DATA RECORDS ->
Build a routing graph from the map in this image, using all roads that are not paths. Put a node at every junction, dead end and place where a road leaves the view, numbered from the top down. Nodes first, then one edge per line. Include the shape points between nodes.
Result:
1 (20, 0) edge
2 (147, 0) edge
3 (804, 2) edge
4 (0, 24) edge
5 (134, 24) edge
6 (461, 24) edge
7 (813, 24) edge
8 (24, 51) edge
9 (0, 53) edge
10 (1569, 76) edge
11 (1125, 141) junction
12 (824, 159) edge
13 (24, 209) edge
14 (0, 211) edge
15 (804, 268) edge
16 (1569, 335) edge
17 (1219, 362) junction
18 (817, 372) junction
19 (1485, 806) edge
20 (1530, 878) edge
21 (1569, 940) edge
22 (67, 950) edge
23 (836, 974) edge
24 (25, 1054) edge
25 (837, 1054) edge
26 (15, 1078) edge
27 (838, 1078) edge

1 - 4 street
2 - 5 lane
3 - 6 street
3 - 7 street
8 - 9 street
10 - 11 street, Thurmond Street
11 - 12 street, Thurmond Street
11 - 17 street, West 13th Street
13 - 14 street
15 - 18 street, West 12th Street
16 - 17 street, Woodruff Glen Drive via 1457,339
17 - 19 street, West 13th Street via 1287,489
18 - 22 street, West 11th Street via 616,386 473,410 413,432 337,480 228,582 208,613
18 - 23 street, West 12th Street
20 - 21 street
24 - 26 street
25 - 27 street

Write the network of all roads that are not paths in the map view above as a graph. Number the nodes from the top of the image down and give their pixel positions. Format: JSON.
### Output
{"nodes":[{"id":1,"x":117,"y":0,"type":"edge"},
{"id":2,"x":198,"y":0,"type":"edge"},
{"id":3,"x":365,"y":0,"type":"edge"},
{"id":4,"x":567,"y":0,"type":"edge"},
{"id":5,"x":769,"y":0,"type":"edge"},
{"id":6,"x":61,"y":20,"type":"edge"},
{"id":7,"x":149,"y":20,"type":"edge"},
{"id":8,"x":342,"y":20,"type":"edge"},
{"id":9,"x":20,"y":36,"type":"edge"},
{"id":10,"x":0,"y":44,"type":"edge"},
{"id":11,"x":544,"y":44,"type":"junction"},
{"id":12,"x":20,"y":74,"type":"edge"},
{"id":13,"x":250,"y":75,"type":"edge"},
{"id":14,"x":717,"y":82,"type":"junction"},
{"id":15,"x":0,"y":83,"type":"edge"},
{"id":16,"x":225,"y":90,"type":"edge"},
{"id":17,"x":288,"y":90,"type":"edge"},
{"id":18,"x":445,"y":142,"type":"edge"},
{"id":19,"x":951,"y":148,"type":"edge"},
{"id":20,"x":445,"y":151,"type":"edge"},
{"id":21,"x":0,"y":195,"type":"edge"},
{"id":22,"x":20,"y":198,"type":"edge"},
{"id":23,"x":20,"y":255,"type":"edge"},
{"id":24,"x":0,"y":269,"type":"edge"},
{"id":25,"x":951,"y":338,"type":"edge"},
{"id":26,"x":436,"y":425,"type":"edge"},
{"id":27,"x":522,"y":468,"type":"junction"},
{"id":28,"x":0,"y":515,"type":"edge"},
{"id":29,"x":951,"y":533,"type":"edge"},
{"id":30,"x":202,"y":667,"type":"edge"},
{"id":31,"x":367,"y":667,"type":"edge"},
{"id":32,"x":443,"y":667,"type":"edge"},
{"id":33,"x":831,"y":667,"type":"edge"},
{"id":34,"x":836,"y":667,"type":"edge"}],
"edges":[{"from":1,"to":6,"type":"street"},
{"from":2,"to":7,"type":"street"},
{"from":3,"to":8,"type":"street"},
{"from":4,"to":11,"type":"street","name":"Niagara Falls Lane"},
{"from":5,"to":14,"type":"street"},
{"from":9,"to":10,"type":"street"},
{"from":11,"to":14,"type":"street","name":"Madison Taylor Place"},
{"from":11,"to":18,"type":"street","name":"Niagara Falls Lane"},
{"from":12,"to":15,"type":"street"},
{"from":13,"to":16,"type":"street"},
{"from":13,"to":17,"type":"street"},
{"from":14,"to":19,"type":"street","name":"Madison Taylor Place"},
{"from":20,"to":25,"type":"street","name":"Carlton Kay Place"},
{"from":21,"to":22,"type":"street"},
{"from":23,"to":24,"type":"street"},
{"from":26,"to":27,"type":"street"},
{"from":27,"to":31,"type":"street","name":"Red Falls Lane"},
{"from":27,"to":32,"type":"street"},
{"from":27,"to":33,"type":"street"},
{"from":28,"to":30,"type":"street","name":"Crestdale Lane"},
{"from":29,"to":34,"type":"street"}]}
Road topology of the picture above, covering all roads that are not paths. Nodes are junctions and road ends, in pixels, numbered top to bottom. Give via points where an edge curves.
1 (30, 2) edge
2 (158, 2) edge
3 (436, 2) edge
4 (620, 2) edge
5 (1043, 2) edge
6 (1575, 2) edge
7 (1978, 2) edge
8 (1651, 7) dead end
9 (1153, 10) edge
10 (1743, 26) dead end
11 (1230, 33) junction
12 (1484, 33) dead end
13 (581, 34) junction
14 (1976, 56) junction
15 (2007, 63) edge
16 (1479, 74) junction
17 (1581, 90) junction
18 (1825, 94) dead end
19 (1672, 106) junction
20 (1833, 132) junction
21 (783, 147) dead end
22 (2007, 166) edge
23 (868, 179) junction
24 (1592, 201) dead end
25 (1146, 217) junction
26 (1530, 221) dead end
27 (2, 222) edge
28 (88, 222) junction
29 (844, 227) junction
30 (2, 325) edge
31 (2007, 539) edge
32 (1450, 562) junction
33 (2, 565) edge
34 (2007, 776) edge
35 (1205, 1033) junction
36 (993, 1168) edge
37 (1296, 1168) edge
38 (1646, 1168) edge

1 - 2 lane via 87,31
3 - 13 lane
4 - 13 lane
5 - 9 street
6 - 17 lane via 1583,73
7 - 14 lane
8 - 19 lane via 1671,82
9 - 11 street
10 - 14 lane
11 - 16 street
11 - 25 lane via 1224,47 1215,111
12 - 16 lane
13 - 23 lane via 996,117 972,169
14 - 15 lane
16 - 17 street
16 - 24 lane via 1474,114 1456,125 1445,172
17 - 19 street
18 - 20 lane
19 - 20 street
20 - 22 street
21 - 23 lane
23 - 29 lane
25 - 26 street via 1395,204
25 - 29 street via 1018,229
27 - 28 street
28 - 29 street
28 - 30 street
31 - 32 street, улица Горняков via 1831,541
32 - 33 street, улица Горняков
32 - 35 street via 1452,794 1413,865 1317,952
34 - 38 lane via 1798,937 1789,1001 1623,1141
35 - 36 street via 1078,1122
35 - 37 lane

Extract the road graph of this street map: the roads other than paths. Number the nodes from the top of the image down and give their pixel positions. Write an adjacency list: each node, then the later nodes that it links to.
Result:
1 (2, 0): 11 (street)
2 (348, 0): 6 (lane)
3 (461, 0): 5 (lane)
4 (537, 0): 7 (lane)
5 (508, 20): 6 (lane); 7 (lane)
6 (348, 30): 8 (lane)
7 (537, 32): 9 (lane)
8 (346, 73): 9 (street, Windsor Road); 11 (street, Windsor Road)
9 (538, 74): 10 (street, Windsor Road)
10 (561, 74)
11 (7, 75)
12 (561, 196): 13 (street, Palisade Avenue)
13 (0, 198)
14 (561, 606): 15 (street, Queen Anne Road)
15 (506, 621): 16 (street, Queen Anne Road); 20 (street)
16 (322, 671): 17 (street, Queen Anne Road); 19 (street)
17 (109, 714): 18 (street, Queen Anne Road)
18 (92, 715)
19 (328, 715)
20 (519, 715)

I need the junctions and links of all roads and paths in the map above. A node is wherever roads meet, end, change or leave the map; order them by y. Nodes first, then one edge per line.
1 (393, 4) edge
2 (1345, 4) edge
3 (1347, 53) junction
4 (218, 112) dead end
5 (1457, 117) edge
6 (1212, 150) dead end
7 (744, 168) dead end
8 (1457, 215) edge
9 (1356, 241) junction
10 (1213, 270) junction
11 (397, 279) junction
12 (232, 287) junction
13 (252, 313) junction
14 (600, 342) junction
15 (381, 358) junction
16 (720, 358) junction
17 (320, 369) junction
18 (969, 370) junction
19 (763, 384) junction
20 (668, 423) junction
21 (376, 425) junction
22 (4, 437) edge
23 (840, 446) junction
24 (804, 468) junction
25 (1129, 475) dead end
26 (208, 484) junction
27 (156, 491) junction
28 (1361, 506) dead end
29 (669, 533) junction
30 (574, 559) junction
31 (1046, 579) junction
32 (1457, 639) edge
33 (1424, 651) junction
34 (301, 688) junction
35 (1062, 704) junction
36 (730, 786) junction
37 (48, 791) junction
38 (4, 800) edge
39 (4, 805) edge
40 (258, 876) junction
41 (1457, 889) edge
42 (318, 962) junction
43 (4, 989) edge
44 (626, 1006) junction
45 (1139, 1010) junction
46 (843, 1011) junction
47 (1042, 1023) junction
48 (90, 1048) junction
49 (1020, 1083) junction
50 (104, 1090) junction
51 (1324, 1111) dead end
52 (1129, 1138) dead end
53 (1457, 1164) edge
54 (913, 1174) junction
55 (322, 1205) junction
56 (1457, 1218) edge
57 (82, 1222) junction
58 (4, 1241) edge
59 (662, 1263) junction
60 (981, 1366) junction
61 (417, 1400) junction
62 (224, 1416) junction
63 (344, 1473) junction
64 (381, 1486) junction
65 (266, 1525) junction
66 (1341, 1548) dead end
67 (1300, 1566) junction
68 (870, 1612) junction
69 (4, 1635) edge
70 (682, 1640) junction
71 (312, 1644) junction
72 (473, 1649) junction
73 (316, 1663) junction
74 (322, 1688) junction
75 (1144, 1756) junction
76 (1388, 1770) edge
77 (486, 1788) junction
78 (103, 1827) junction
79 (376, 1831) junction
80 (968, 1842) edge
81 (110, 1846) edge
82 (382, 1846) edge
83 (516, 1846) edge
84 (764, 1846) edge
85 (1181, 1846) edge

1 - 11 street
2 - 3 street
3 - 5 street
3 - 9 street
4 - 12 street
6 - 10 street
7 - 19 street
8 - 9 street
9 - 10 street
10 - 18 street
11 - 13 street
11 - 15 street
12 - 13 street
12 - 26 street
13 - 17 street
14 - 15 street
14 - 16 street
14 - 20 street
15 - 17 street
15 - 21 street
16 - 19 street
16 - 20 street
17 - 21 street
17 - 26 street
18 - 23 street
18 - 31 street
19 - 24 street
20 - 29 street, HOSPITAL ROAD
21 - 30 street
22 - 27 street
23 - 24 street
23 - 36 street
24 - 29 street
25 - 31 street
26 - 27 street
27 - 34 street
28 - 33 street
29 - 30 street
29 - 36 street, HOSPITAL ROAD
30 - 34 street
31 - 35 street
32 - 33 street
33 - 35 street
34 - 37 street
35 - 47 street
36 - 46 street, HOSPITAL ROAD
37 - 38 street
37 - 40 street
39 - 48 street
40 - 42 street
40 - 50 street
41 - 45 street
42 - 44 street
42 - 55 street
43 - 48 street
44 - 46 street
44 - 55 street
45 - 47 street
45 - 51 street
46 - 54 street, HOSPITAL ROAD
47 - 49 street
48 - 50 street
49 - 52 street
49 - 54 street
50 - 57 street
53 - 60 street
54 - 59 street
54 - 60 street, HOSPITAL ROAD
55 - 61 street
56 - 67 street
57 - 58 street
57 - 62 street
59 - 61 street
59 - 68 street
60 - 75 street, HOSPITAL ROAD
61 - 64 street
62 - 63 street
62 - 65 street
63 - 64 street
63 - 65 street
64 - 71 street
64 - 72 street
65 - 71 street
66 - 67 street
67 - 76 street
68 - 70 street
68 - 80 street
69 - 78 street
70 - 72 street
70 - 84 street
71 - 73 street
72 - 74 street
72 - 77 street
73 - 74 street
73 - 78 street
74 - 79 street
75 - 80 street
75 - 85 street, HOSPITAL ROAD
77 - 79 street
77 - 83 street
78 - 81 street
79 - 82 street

TO DO -> I'd like the number of lines above that contain the word "Taylor", and nothing besides that number.

REPLY -> 2